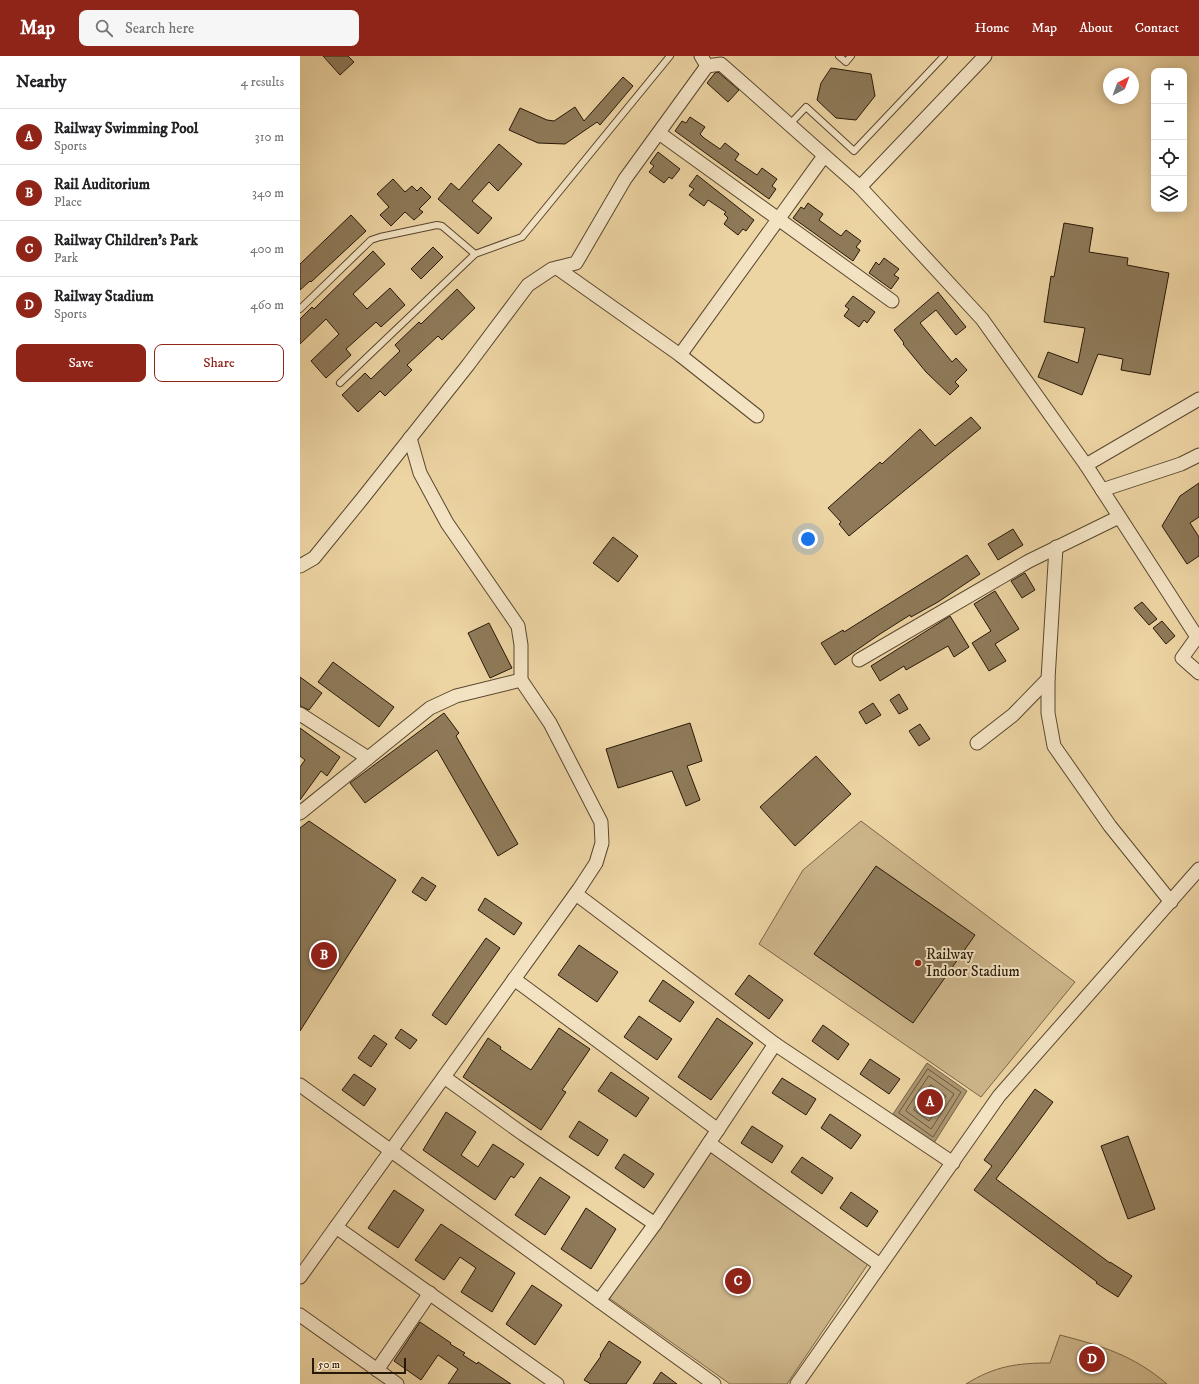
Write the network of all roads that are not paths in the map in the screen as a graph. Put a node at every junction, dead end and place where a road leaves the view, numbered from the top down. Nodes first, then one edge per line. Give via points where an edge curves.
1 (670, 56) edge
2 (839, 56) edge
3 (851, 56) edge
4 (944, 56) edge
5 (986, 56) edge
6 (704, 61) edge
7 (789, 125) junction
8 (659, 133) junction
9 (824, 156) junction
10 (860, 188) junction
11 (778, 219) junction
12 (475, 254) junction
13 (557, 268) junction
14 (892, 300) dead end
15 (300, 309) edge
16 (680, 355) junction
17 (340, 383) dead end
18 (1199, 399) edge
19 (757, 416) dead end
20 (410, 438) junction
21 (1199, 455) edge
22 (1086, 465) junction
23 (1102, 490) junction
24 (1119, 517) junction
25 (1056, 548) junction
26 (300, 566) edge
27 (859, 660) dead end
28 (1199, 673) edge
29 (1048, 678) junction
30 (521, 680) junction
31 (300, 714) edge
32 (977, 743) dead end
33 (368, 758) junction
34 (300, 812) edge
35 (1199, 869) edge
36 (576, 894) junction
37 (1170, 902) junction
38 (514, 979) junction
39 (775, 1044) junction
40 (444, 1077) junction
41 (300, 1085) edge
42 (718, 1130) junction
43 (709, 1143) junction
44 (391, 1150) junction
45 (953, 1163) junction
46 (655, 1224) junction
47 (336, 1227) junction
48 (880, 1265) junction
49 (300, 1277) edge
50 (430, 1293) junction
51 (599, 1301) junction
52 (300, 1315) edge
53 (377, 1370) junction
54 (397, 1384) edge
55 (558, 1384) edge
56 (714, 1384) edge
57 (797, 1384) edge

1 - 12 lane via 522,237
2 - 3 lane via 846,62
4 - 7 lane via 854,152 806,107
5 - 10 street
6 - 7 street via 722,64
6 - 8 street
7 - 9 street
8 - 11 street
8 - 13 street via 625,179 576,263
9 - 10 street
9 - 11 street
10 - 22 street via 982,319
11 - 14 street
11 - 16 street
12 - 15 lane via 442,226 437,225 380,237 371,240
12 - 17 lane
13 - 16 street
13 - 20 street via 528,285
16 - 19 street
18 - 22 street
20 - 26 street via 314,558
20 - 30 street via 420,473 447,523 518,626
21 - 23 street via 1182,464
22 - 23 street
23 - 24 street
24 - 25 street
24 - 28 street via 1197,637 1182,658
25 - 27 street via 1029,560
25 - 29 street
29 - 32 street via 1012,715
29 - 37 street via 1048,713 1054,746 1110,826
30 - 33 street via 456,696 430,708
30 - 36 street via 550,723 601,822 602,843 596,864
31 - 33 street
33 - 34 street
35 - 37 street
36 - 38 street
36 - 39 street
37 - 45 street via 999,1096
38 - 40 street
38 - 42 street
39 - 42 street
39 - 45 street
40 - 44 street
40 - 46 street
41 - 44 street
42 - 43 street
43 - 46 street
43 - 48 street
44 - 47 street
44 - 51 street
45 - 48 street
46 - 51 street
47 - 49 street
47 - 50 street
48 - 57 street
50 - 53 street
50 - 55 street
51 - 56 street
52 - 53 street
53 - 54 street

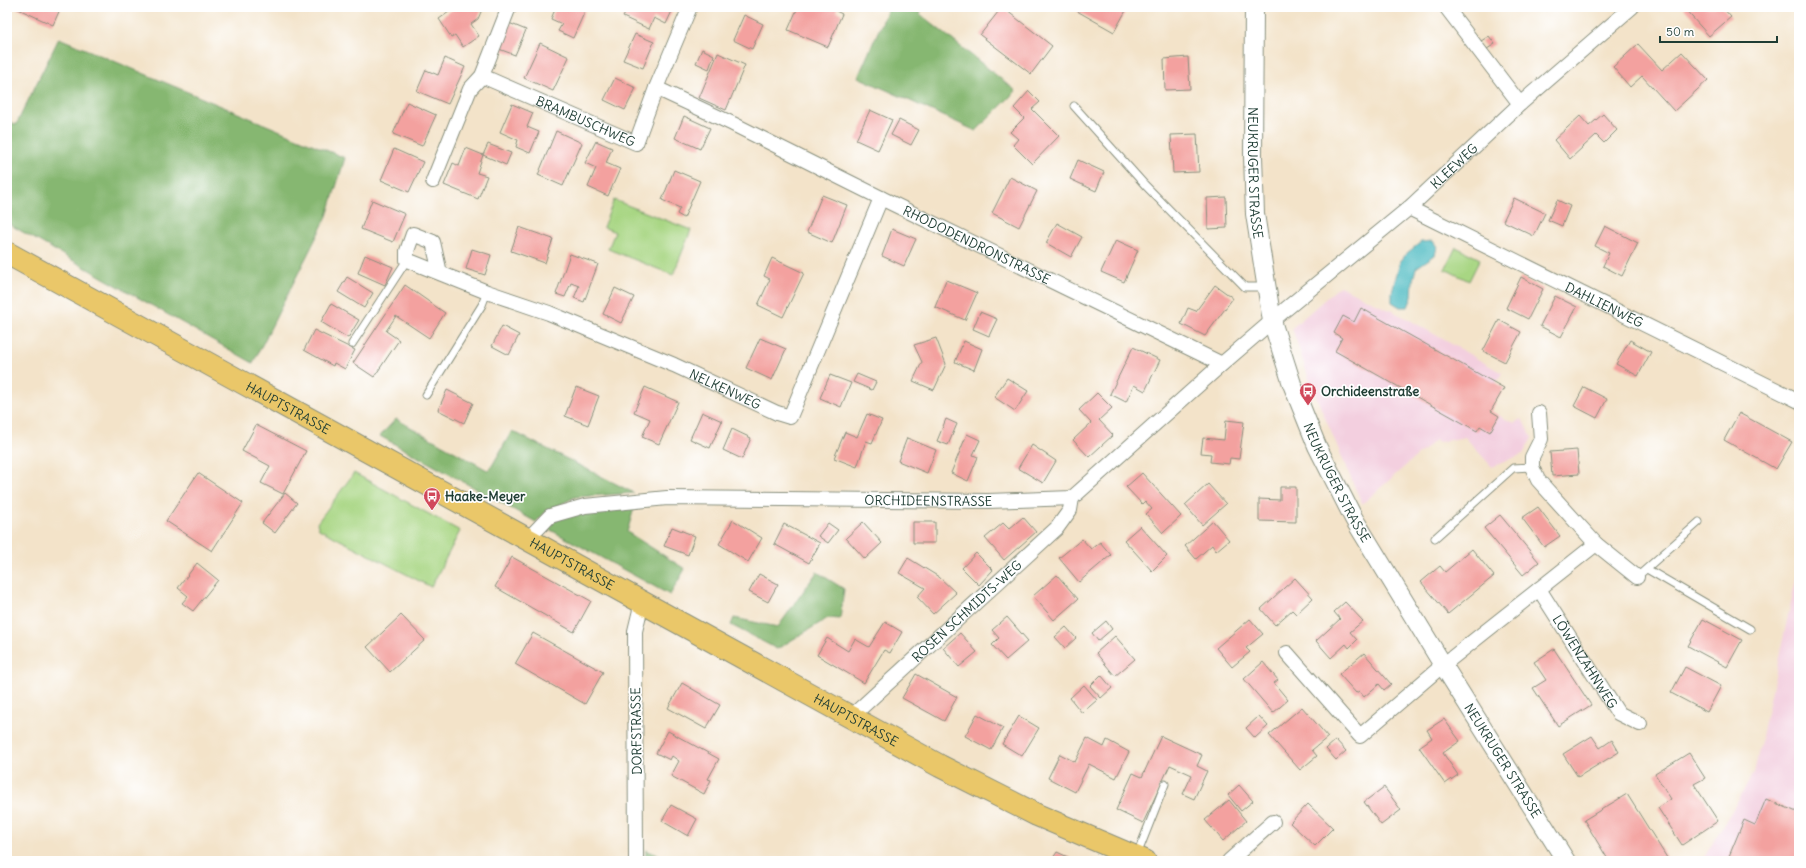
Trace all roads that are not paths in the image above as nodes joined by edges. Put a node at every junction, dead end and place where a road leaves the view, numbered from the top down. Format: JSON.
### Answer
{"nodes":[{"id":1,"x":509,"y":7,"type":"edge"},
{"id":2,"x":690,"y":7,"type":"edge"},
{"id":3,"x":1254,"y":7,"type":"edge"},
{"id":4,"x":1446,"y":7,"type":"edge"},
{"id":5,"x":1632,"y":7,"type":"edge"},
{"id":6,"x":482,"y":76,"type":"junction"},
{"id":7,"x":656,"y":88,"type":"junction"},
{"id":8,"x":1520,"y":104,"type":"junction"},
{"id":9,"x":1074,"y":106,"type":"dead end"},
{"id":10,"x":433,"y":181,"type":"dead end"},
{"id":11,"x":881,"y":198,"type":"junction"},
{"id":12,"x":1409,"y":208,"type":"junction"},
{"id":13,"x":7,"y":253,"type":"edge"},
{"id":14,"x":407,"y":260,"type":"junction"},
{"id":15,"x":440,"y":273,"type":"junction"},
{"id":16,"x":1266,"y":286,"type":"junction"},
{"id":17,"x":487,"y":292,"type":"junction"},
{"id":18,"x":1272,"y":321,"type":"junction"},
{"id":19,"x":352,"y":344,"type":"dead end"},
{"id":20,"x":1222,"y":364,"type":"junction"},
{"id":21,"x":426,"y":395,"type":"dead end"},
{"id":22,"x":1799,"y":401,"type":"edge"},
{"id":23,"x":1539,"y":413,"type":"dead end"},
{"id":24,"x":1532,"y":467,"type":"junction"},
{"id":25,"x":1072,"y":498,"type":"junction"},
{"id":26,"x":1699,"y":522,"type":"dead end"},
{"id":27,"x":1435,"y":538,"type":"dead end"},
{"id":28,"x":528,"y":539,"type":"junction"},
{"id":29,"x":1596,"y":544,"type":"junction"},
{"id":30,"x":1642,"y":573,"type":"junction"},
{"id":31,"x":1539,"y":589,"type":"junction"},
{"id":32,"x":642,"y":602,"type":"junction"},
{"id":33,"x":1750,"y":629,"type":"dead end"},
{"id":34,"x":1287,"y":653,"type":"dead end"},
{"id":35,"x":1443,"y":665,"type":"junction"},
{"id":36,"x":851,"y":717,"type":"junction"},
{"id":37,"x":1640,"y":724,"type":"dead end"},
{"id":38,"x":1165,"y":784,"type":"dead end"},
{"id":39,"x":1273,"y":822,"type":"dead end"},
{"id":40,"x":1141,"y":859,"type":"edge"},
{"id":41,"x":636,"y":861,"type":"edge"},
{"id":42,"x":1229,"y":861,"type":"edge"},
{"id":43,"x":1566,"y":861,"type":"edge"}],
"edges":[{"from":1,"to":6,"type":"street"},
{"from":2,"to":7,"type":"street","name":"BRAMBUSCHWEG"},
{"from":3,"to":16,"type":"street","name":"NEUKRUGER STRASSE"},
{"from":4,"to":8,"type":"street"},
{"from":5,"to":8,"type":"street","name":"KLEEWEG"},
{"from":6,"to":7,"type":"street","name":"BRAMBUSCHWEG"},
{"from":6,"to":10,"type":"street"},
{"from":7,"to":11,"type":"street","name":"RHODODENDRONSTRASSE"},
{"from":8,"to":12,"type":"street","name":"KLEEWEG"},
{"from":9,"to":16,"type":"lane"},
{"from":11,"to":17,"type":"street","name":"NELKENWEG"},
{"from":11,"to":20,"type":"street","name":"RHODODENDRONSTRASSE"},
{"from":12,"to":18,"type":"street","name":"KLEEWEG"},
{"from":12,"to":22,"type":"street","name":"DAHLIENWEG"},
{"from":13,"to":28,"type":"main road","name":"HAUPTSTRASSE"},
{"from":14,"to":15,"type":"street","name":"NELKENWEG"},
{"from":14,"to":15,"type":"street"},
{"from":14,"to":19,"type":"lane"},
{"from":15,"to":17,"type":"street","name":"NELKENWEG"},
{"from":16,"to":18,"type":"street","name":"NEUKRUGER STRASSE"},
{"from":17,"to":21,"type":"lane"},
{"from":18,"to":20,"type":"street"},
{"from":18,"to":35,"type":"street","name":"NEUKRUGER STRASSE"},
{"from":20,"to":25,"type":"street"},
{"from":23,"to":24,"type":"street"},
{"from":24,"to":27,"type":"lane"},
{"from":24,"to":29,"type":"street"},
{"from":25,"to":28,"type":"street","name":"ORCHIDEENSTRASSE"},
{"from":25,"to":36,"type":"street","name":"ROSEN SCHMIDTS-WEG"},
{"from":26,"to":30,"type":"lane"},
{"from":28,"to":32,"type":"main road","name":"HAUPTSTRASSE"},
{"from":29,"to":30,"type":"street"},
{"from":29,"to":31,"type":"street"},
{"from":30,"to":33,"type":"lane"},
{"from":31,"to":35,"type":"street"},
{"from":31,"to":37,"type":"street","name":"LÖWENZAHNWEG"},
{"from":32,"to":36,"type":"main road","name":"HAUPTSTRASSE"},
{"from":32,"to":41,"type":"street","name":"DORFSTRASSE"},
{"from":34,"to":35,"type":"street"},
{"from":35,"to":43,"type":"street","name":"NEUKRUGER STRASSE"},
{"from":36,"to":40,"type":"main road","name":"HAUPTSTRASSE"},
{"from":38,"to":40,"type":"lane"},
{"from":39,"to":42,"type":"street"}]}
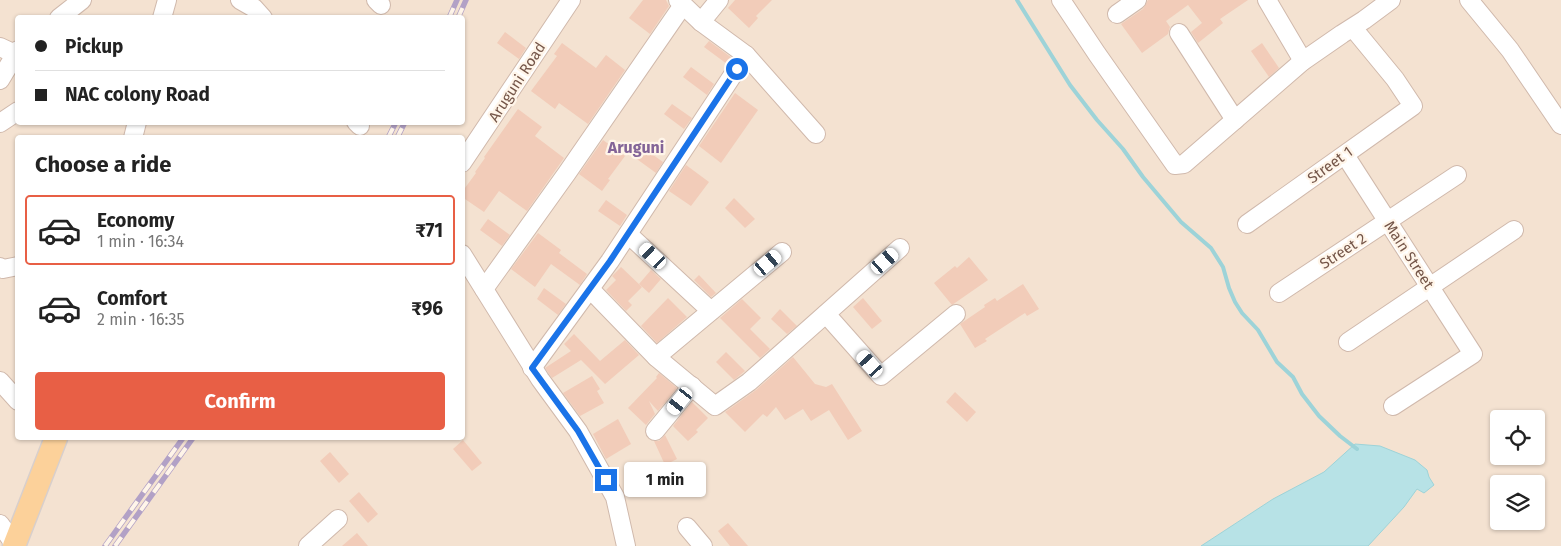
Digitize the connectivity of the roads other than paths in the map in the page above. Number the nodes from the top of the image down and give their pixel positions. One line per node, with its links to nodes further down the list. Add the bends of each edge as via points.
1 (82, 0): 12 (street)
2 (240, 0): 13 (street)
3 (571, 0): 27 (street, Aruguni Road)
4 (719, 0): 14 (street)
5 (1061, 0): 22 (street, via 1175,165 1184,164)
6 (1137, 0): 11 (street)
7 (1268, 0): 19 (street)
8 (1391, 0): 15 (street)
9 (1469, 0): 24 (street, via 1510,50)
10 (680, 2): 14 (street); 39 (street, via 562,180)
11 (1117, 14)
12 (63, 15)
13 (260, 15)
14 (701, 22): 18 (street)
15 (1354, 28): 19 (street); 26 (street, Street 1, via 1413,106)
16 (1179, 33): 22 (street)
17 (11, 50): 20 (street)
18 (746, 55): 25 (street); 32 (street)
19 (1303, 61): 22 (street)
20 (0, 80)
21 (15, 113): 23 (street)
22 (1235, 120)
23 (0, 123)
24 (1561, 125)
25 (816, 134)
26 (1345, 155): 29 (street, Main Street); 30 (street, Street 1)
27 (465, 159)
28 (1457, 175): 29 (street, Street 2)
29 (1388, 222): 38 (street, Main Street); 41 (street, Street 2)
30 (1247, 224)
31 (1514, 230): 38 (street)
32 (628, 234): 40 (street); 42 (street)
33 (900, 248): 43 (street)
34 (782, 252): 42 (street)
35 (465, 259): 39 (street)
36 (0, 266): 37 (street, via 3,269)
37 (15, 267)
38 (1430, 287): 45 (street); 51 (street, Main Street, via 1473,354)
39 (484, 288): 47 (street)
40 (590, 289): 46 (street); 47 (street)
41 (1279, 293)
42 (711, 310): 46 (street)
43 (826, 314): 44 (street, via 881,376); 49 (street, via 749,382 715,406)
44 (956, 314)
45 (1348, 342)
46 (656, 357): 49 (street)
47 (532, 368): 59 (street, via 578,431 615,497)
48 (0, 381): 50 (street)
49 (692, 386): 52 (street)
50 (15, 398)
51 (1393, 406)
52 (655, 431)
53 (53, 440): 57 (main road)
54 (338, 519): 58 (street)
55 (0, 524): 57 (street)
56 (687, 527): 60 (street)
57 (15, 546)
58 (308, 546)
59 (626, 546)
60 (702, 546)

WORK ITEM
Filter the lines above, keeping each one that contains the string "place".

RESPONSE TO THE EXERCISE
Write the network of all roads that are not paths in the map in the screen as a graph. Put a node at every junction, dead end and place where a road leaves the view, numbered from the top down. Nodes first, then one edge per line. Give via points where an edge curves.
Trace all roads that are not paths in the image above as nodes joined by edges. Put a node at every junction, dead end and place where a road leaves the view, numbered from the top down. Format: JSON.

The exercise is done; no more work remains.